= What you are asked to do =
Print nothing beyond the line with "ctx.rel_move_to(letter + word": every line from the beginning of the data up to it, that line included, and no pictures.

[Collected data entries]
+++

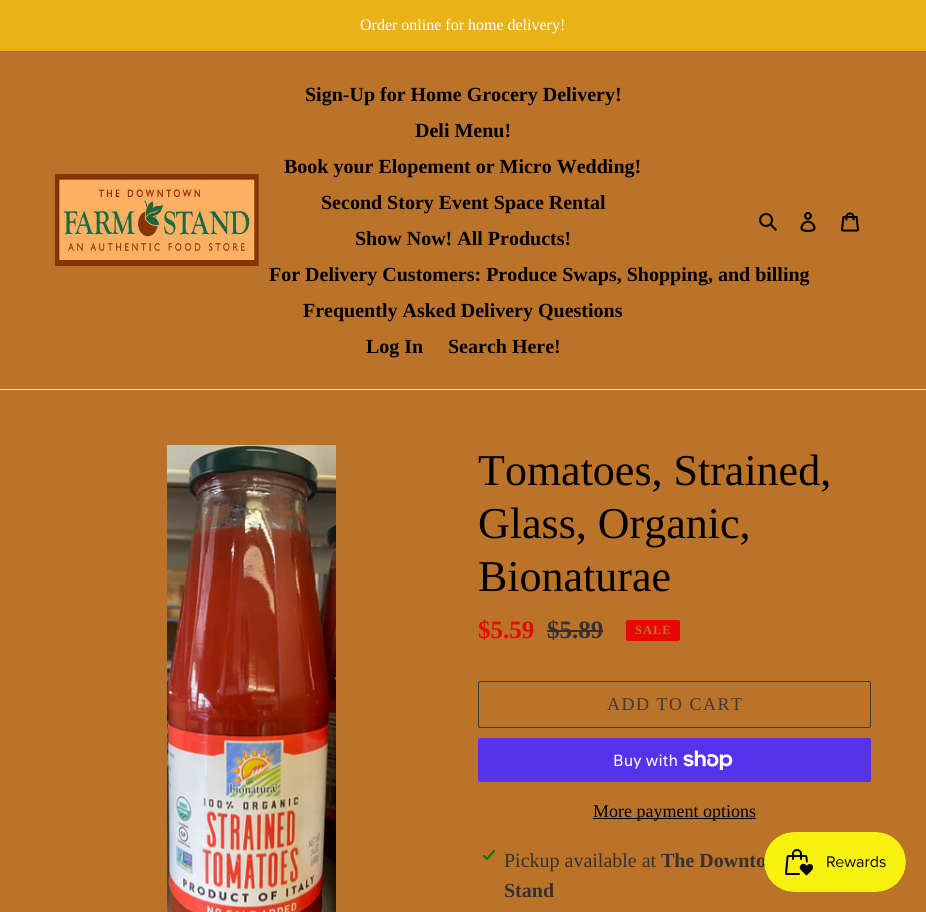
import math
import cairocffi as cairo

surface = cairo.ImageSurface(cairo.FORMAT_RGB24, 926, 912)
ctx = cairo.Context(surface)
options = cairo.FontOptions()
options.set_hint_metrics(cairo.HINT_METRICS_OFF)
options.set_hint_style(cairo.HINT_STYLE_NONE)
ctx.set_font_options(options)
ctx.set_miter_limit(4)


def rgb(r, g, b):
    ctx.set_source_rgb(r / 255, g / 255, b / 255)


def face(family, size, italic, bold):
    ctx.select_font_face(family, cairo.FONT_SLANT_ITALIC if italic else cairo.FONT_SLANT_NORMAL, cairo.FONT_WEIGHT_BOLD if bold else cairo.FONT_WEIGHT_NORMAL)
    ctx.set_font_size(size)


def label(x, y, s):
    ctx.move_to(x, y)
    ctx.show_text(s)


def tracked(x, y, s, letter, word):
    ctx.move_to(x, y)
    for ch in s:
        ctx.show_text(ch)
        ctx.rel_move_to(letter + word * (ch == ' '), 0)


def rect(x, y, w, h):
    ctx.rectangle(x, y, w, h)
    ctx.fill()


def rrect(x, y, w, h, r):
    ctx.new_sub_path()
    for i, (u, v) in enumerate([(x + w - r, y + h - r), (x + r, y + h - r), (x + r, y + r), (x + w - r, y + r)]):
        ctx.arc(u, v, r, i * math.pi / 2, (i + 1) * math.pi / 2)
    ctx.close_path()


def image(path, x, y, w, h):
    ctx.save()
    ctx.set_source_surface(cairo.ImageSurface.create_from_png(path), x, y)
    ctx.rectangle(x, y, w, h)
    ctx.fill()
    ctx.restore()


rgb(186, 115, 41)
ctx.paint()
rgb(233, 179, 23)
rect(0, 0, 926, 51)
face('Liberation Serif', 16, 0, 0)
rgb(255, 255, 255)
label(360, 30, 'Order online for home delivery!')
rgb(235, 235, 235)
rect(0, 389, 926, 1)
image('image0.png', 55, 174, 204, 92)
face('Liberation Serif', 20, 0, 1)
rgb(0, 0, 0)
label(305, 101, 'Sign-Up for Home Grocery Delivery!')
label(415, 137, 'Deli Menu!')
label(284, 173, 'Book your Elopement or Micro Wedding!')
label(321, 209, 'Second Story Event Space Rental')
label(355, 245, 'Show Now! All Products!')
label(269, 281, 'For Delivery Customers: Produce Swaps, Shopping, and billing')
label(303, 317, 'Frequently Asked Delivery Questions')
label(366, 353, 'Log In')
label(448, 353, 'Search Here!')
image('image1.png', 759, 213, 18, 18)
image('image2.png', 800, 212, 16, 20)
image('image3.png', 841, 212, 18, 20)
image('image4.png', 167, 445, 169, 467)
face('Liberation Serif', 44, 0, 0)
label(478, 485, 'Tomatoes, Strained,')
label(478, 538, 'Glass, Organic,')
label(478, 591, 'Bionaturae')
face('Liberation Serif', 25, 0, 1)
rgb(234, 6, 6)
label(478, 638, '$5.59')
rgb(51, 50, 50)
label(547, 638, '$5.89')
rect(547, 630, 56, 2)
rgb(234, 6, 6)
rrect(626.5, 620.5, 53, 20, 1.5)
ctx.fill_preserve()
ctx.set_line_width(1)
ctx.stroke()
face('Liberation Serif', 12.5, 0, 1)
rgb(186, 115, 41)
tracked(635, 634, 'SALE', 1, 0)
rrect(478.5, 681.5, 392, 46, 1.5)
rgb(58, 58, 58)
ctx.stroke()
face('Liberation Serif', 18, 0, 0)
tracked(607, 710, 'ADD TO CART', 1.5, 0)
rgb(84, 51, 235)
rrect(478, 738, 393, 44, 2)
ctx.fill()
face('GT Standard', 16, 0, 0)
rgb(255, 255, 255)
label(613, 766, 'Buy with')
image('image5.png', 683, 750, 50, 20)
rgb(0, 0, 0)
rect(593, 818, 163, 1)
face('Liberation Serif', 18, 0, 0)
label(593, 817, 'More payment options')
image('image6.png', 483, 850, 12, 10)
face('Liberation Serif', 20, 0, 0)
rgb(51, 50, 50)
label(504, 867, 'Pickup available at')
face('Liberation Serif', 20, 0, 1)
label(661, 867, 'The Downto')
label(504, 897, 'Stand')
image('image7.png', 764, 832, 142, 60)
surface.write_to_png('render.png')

+++

= Result below =
import math
import cairocffi as cairo

surface = cairo.ImageSurface(cairo.FORMAT_RGB24, 926, 912)
ctx = cairo.Context(surface)
options = cairo.FontOptions()
options.set_hint_metrics(cairo.HINT_METRICS_OFF)
options.set_hint_style(cairo.HINT_STYLE_NONE)
ctx.set_font_options(options)
ctx.set_miter_limit(4)


def rgb(r, g, b):
    ctx.set_source_rgb(r / 255, g / 255, b / 255)


def face(family, size, italic, bold):
    ctx.select_font_face(family, cairo.FONT_SLANT_ITALIC if italic else cairo.FONT_SLANT_NORMAL, cairo.FONT_WEIGHT_BOLD if bold else cairo.FONT_WEIGHT_NORMAL)
    ctx.set_font_size(size)


def label(x, y, s):
    ctx.move_to(x, y)
    ctx.show_text(s)


def tracked(x, y, s, letter, word):
    ctx.move_to(x, y)
    for ch in s:
        ctx.show_text(ch)
        ctx.rel_move_to(letter + word * (ch == ' '), 0)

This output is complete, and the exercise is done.